解説:正解は4です。声帯の運動や緊張度を調節するのは迷走神経から分枝する反回神経(下喉頭神経)と上喉頭神経です。特に反回神経は声帯筋を支配し、発声や気道保護に関与します。
選択肢考察
-
× 1. 三叉神経
三叉神経(第V脳神経)は顔面の感覚と咀嚼筋の運動を担う混合神経で、喉頭や声帯には関与しません。
-
× 2. 顔面神経
顔面神経(第VII脳神経)は表情筋の運動、舌前2/3の味覚、涙腺・唾液腺分泌を司りますが、声帯運動は担いません。
-
× 3. 舌咽神経
舌咽神経(第IX脳神経)は咽頭の感覚・運動の一部、舌後1/3の味覚、耳下腺分泌などを担当し、声帯は支配しません。
-
○ 4. 迷走神経
迷走神経(第X脳神経)から分枝する反回神経が内喉頭筋のほとんどを支配し、声帯の開閉や緊張を調節します。
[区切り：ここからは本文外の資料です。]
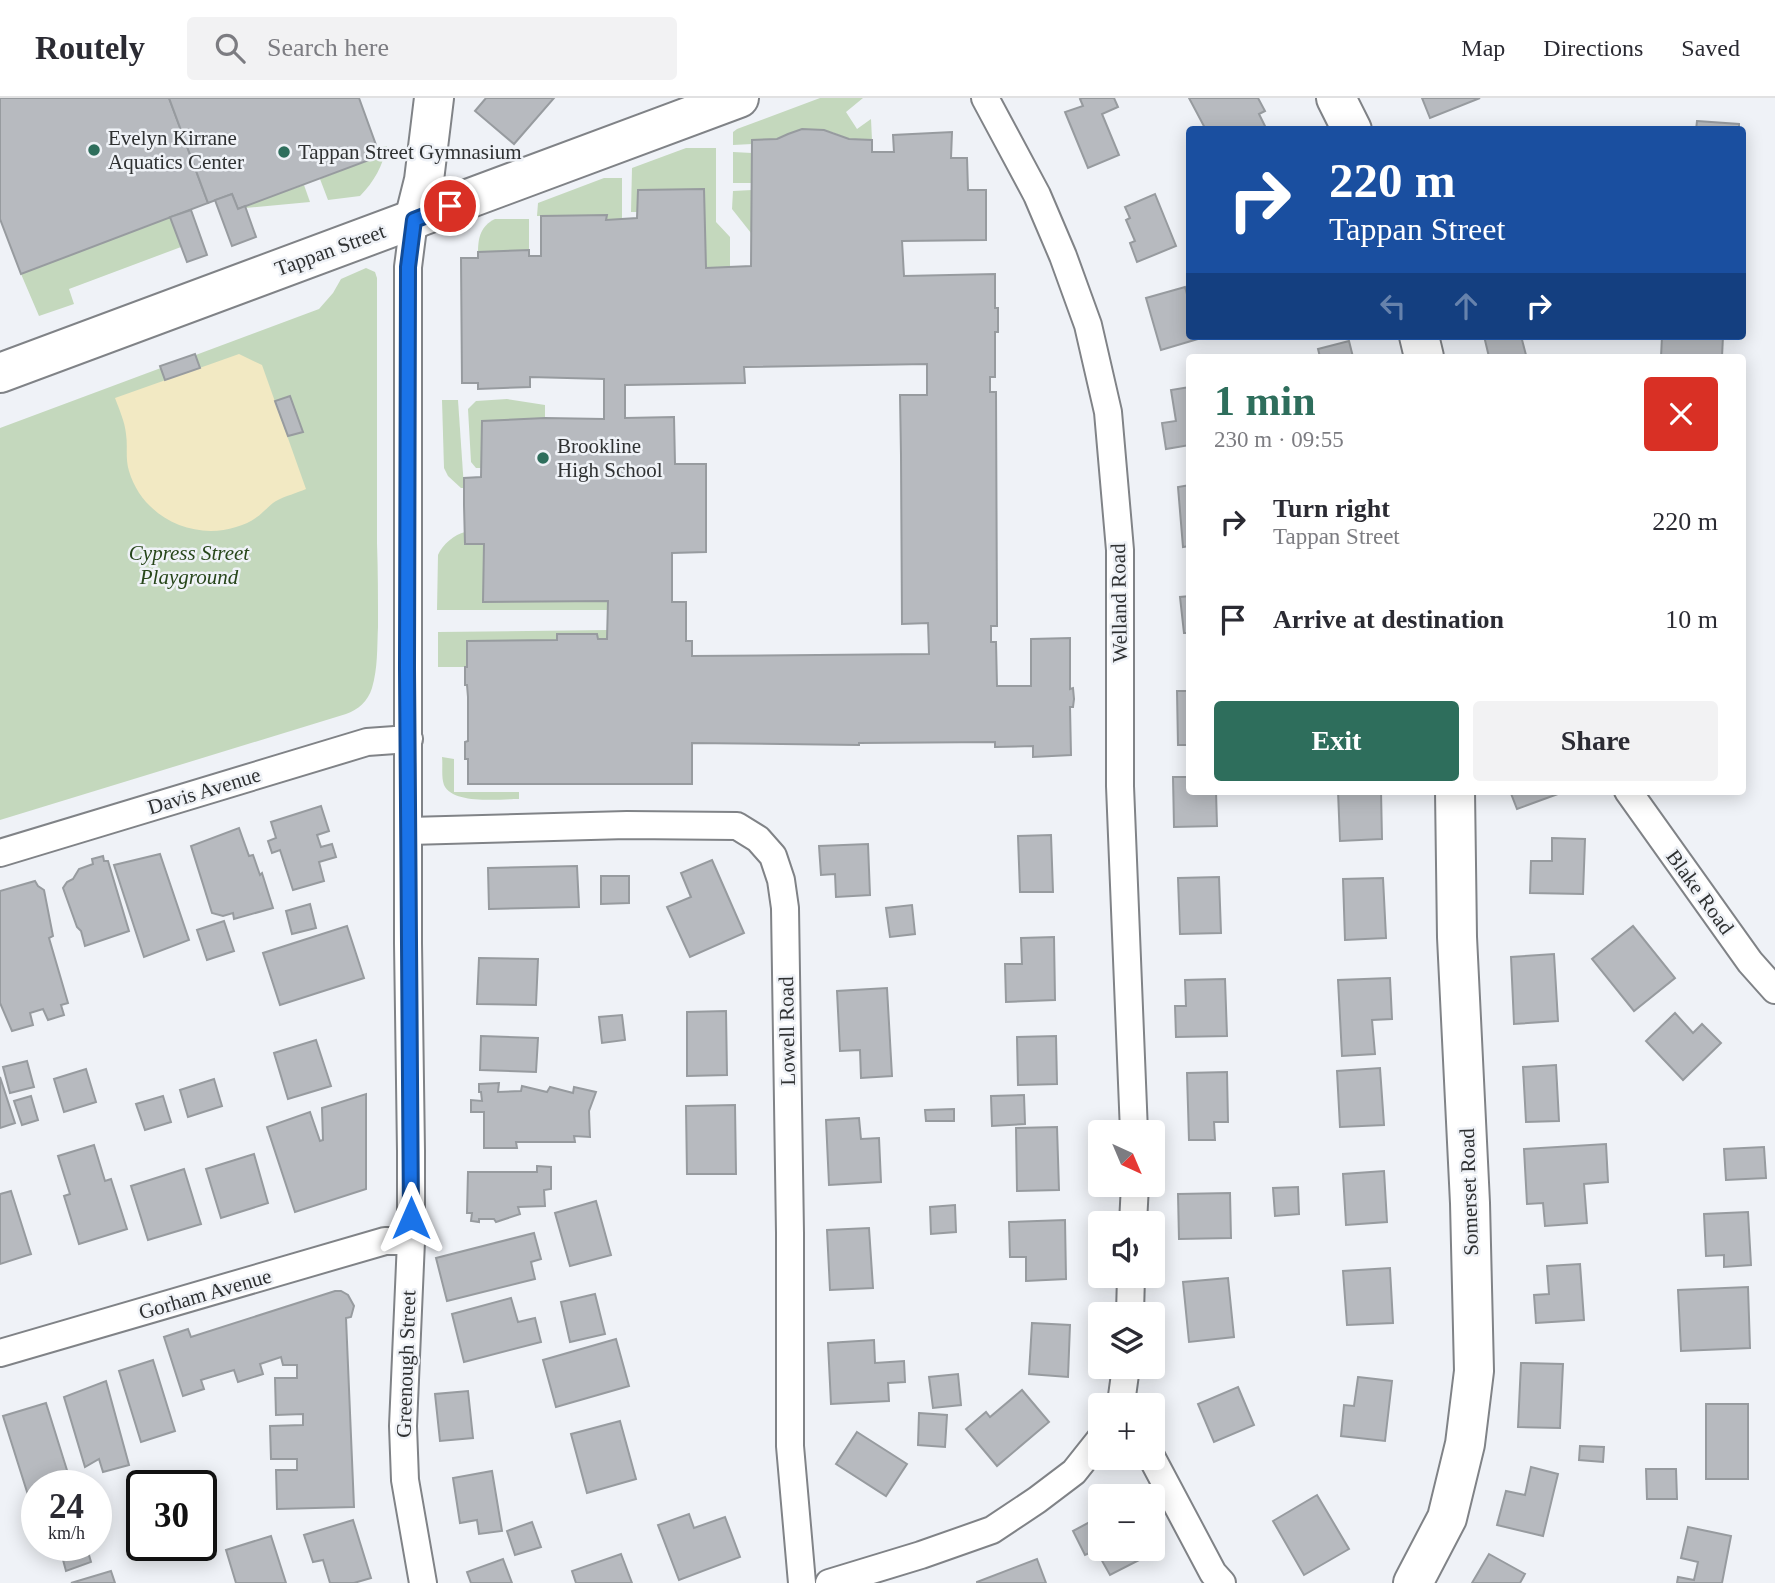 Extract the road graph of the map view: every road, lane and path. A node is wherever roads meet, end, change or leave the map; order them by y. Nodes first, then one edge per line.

甲状腺手術後の嗄声はこの神経損傷が原因です。
-
× 5. 舌下神経
舌下神経(第XII脳神経)は舌筋の運動を支配するのみで、声帯には関与しません。
反回神経は左右で走行が異なり、左は大動脈弓を、右は鎖骨下動脈を回り込んで喉頭へ戻ります。そのため胸部大動脈瘤や肺尖部の腫瘍では左反回神経麻痺が起こりやすく、嗄声が初発症状となることもあります。輪状甲状筋のみ上喉頭神経外枝が支配する点も押さえておきましょう。
脳神経の機能分担、特に喉頭支配神経を理解しているかを問う問題です。